This question is related to a question I posted earlier today (see here, this metric gives me nightmares), but I think it is easier to answer this one. Let $m\in\mathbb{N}_{\geq2}$ and consider the map $f\colon[0,1)\to[0,1)$ defined by $f(x):=mx\mod 1$. Also consider the metric $d(x,y):=\min\{|x-y|,1-|x-y|\}$ on $[0,1)$. I think that the following statement is true, but I don't know how to prove it:
Suppose that $d(x,y)\leq\frac{1}{2m}$. Then $$d(f^{k}(x),f^{k}(y))=m^kd(x,y)$$ for all $0\leq k\leq m$.
I think that I know how to prove the statement for the cases $|x-y|\leq\frac{1}{2}$: In this case we have $d(x,y)=|x-y|$, so $$d(f^{k}(x),f^{k}(y))=|kx-ky\mod1|\overset{?}{=}k|x-y|.$$ However, I'm not sure about the step with the questionmark. For the case $|x-y|\geq\frac{1}{2}$, I have no idea. Any suggestions are greatly appreciated.
EDIT: I also know that this metric can be viewed as the metric on the unit circle that measures the shortest arc length between two points (divided by $2\pi$). However, this only gives me some intuition.

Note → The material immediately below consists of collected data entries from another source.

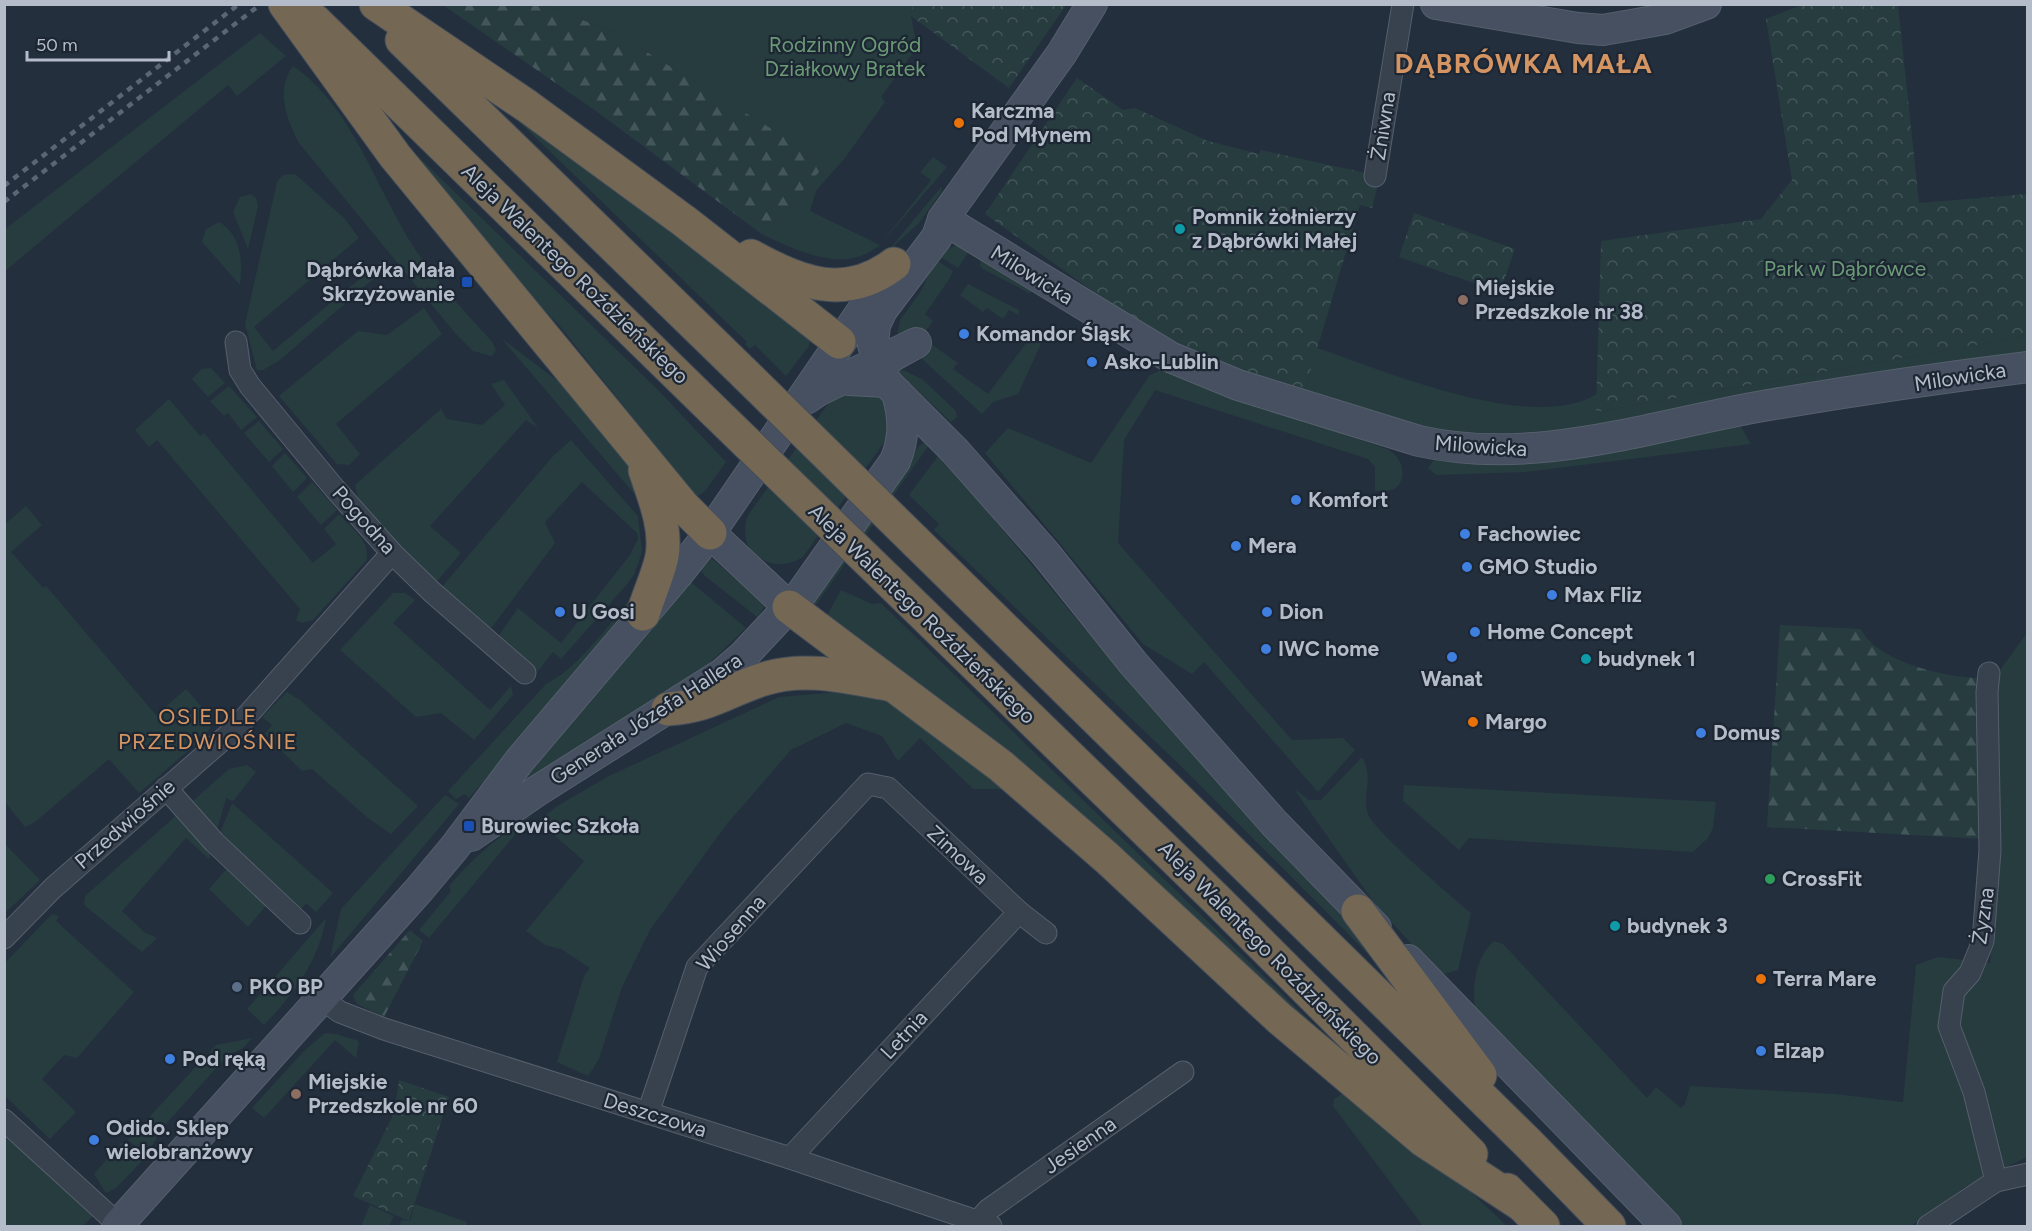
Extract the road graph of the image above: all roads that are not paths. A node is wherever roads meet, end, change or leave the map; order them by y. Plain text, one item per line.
1 (285, 4) edge
2 (298, 4) edge
3 (367, 4) edge
4 (376, 4) edge
5 (1092, 4) edge
6 (1403, 4) edge
7 (1436, 4) edge
8 (1706, 4) edge
9 (1528, 12) edge
10 (401, 28) junction
11 (352, 76) junction
12 (1375, 176) dead end
13 (943, 219) junction
14 (684, 221) junction
15 (894, 264) junction
16 (236, 342) dead end
17 (839, 342) junction
18 (2028, 367) edge
19 (892, 388) junction
20 (801, 403) junction
21 (640, 454) junction
22 (710, 533) junction
23 (393, 553) junction
24 (789, 607) junction
25 (643, 614) junction
26 (525, 673) dead end
27 (1989, 673) dead end
28 (894, 685) junction
29 (668, 709) junction
30 (868, 784) joint
31 (166, 788) junction
32 (454, 848) junction
33 (1358, 911) junction
34 (1019, 912) junction
35 (300, 923) dead end
36 (1046, 933) dead end
37 (4, 938) edge
38 (322, 999) junction
39 (1183, 1072) dead end
40 (648, 1113) junction
41 (4, 1120) edge
42 (1528, 1143) junction
43 (790, 1158) junction
44 (2028, 1174) edge
45 (1996, 1181) junction
46 (1533, 1216) edge
47 (985, 1224) edge
48 (118, 1226) edge
49 (1609, 1227) edge
50 (1666, 1227) edge
51 (1928, 1227) edge

1 - 11 highway
2 - 11 highway, Aleja Walentego Roździeńskiego
3 - 10 highway, Aleja Walentego Roździeńskiego
4 - 10 highway
5 - 13 street, Generała Józefa Hallera
6 - 12 street, Żniwna
7 - 9 street
8 - 9 street
10 - 14 highway
10 - 42 highway, Aleja Walentego Roździeńskiego, bridge
11 - 21 highway
11 - 46 highway, Aleja Walentego Roździeńskiego, bridge
13 - 15 street, Generała Józefa Hallera
13 - 18 street, Milowicka
13 - 19 street, Generała Józefa Hallera
14 - 15 highway
14 - 17 highway
15 - 17 street, Generała Józefa Hallera
16 - 23 street, Pogodna
17 - 19 street
17 - 20 street, Generała Józefa Hallera
19 - 20 street, Generała Józefa Hallera
19 - 24 street, Generała Józefa Hallera
19 - 33 street
20 - 22 street, Generała Józefa Hallera
21 - 22 highway
21 - 25 highway
22 - 24 street
22 - 25 street, Generała Józefa Hallera
23 - 26 street, Pogodna
23 - 31 street, Przedwiośnie
24 - 28 highway
24 - 29 street, Generała Józefa Hallera
25 - 32 street, Generała Józefa Hallera
27 - 45 street, Żyzna
28 - 29 highway
28 - 46 highway
29 - 32 street, Generała Józefa Hallera
30 - 34 street, Zimowa
30 - 40 street, Wiosenna
31 - 35 street
31 - 37 street, Przedwiośnie
32 - 38 street, Generała Józefa Hallera
33 - 42 highway
33 - 50 street
34 - 36 street, Zimowa
34 - 43 street, Letnia
38 - 40 street, Deszczowa
38 - 48 street, Generała Józefa Hallera
39 - 47 street, Jesienna
40 - 43 street, Deszczowa
41 - 48 street
42 - 49 highway, Aleja Walentego Roździeńskiego
43 - 47 street, Deszczowa
44 - 45 street
45 - 51 street

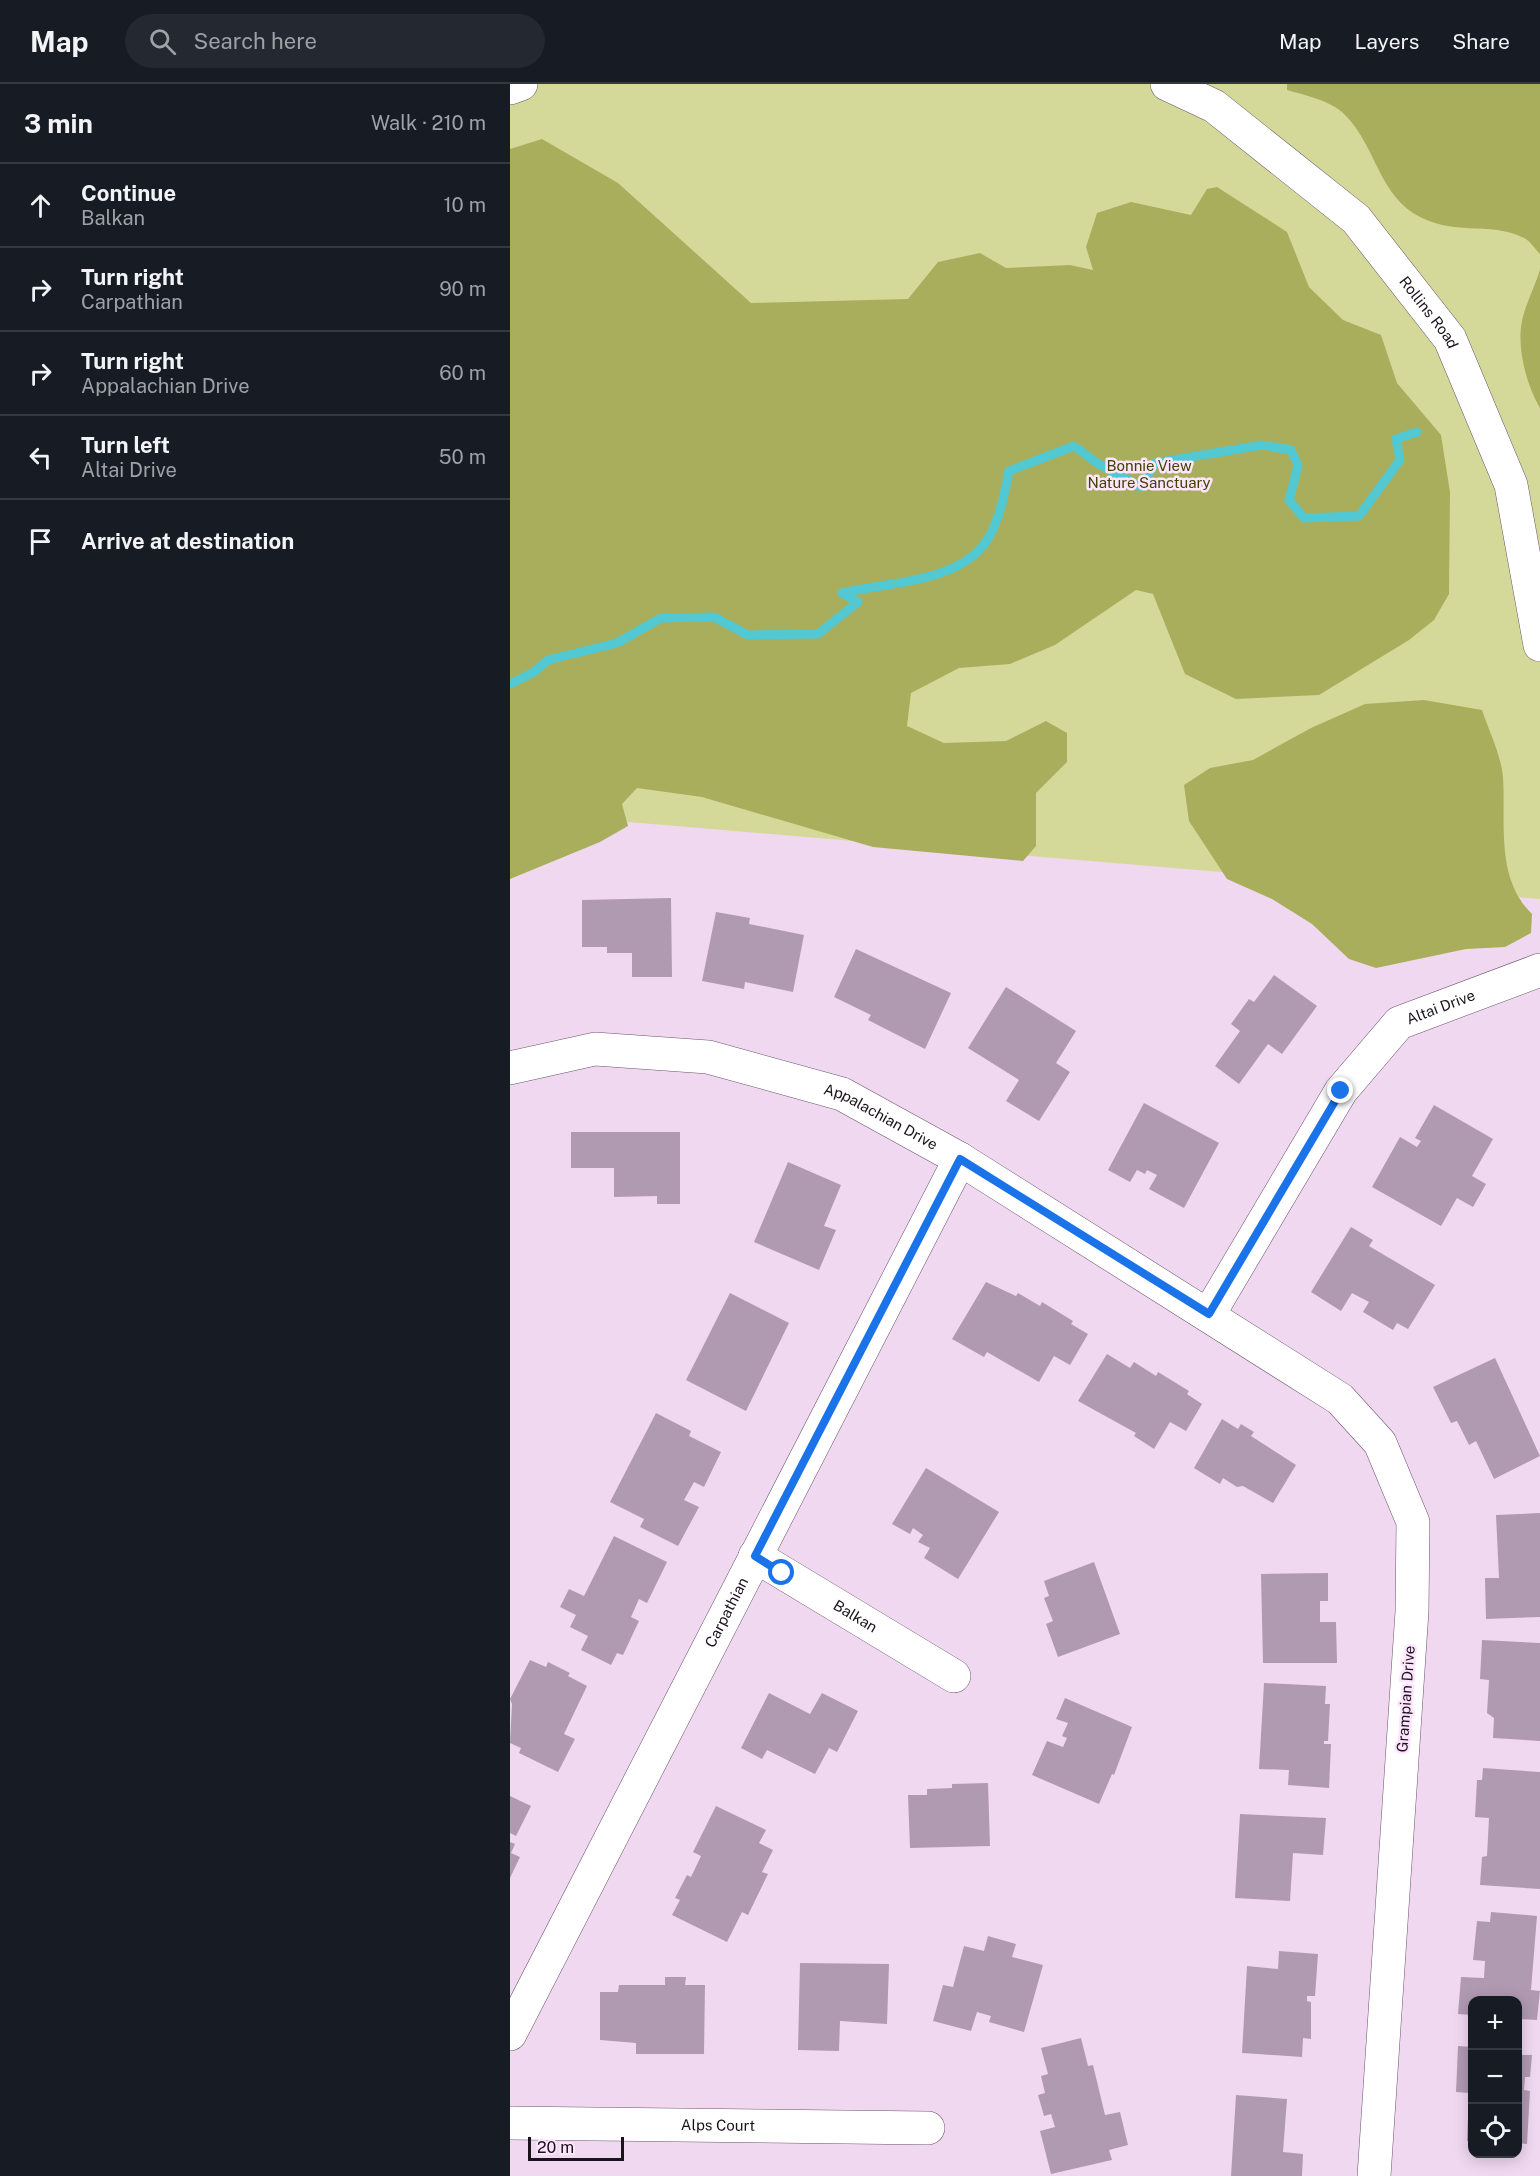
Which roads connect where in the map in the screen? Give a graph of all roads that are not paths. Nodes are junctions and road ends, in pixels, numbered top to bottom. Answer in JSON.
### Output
{"nodes":[{"id":1,"x":521,"y":84,"type":"edge"},
{"id":2,"x":1167,"y":84,"type":"edge"},
{"id":3,"x":510,"y":88,"type":"edge"},
{"id":4,"x":1540,"y":645,"type":"edge"},
{"id":5,"x":1540,"y":970,"type":"edge"},
{"id":6,"x":510,"y":1068,"type":"edge"},
{"id":7,"x":960,"y":1159,"type":"junction"},
{"id":8,"x":1209,"y":1314,"type":"junction"},
{"id":9,"x":755,"y":1556,"type":"junction"},
{"id":10,"x":954,"y":1676,"type":"dead end"},
{"id":11,"x":510,"y":2034,"type":"edge"},
{"id":12,"x":510,"y":2123,"type":"edge"},
{"id":13,"x":928,"y":2128,"type":"dead end"},
{"id":14,"x":1374,"y":2176,"type":"edge"}],
"edges":[{"from":1,"to":3,"type":"street"},
{"from":2,"to":4,"type":"street","name":"Rollins Road"},
{"from":5,"to":8,"type":"street","name":"Altai Drive"},
{"from":6,"to":7,"type":"street","name":"Appalachian Drive"},
{"from":7,"to":8,"type":"street","name":"Appalachian Drive"},
{"from":7,"to":9,"type":"street","name":"Carpathian"},
{"from":8,"to":14,"type":"street","name":"Grampian Drive"},
{"from":9,"to":10,"type":"street","name":"Balkan"},
{"from":9,"to":11,"type":"street","name":"Carpathian"},
{"from":12,"to":13,"type":"street","name":"Alps Court"}]}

I think one can reduce your question to the case $|x - y| \leq 1/2$ as follows. If $|x - y| > 1/2$ then there exists an isometry of $[0,1)$, namely $h: z \mapsto z - y \text{ mod } 1$, mapping $y$ to $0$. But then, $|h(x) - h(y)| \leq 1/2$ (otherwise swap $x$ and $y$), so we can apply your result to $h(x)$ and $h(y)$.
Edit: Your original statement had a mistake. A complete solution to a corrected version could be outlined as follows. First, apply an isometry to $[0, 1)$ such that $x = 0$ and $y \leq 1/(2m)$ (thinking of $S^1$ helps). Then compute $$d(f(x), f(y)) = md(x,y).$$ Similarly, $$d(f^2(x), f^2(y)) = md(f(x), f(y)) = m^2d(x, y).$$ Proceeding similarly, $$d(f^k(x), f^k(y)) = md(f^{k-1}(x), f^{k-1}(y)) = \dots = m^kd(x,y).$$